Gemäss dem «konstruktivistischen» Verständnis des Experten resp. der Expertin wurden Personen angefragt, die im Hinblick auf die Gestaltung und den Gebrauch des Rütlis über spezifisches Wissen verfügen. Dazu zählten als erste Gruppe Personen, deren berufliche Tätigkeit eng mit dem Rütli zusammenhing (Pächter, Führer, Tourismus-Fachpersonen), zu der zweiten Gruppe zählten Personen, die einen besonderen regionalen Bezug zum Rütli aufwiesen (lokale Medien, Tellspielgesellschaft Altdorf). Der Verfasser der neuen Geschichte des Kantons Uri bildete schliesslich die dritte Gruppe. Darstellung 8 führt die jeweiligen objekttheoretischen Vorüberlegungen auf.

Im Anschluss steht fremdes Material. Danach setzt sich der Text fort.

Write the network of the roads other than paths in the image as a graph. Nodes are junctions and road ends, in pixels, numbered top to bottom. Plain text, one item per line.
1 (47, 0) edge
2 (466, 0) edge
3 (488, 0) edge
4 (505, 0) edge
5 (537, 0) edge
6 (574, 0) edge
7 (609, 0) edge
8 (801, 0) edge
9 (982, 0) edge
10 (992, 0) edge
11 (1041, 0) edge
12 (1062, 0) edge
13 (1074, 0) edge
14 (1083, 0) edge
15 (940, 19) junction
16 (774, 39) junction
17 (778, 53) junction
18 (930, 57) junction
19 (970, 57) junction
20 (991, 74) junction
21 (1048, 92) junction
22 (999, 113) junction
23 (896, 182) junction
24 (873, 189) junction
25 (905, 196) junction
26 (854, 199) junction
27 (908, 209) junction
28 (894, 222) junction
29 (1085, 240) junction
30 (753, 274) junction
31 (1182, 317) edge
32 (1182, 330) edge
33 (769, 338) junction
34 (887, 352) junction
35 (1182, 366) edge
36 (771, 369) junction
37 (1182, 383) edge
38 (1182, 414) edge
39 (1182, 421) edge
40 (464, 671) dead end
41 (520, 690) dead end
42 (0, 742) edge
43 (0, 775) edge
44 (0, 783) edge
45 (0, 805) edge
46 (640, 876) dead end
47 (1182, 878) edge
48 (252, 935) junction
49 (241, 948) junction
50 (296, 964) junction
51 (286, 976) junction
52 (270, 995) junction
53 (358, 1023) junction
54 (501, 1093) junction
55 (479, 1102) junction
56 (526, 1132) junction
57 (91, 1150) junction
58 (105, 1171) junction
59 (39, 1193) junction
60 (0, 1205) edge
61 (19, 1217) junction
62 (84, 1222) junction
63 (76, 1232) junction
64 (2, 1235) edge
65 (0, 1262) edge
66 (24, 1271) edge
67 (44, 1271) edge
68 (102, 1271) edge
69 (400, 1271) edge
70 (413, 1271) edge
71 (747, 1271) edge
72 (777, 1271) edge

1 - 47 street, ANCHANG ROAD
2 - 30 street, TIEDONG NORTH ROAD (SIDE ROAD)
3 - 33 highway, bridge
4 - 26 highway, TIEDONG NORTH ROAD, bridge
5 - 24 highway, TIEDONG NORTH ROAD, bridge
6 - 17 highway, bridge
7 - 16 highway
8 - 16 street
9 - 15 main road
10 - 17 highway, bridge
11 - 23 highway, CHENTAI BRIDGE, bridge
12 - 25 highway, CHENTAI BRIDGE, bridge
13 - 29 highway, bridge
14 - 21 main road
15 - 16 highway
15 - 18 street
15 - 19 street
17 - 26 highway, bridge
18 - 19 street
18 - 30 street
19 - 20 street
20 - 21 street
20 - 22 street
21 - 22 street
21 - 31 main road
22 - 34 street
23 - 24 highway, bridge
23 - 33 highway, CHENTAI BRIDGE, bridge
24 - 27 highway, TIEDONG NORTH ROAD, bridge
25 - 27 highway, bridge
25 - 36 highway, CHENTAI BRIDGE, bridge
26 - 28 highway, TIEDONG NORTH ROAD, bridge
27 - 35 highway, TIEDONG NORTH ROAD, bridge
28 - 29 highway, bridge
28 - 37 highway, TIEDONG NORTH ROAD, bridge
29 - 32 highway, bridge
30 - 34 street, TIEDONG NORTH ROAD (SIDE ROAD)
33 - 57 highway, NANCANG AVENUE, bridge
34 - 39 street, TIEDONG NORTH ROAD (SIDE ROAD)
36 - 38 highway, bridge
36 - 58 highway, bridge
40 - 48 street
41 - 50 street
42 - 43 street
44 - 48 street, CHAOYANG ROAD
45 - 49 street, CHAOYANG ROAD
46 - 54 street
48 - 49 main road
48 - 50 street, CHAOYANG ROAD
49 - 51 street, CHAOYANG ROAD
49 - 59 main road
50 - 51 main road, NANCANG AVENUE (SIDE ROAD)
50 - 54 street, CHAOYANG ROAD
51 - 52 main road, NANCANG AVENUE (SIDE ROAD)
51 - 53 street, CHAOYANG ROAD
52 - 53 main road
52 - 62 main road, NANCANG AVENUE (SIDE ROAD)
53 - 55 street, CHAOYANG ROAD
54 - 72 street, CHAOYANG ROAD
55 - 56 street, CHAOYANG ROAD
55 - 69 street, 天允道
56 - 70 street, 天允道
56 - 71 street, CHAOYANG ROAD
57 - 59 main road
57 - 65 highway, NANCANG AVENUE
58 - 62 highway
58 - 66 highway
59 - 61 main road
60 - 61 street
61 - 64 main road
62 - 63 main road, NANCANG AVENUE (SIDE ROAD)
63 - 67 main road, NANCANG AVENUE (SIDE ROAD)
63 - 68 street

Die Gespräche dauerten zwischen 45 und 120 Minuten und fanden nicht auf dem Rütli, sondern am Arbeits- oder Wohnort der Expertin oder des Experten statt. Die 2014 geführten Interviews wurden transkribiert und in MAXQDA eingelesen. Die partielle Kodierung verlief deduktiv entlang der durch die Kurzinterviews erhaltenen Codes; weitere wurden – bei Bedarf – induktiv gebildet.[311]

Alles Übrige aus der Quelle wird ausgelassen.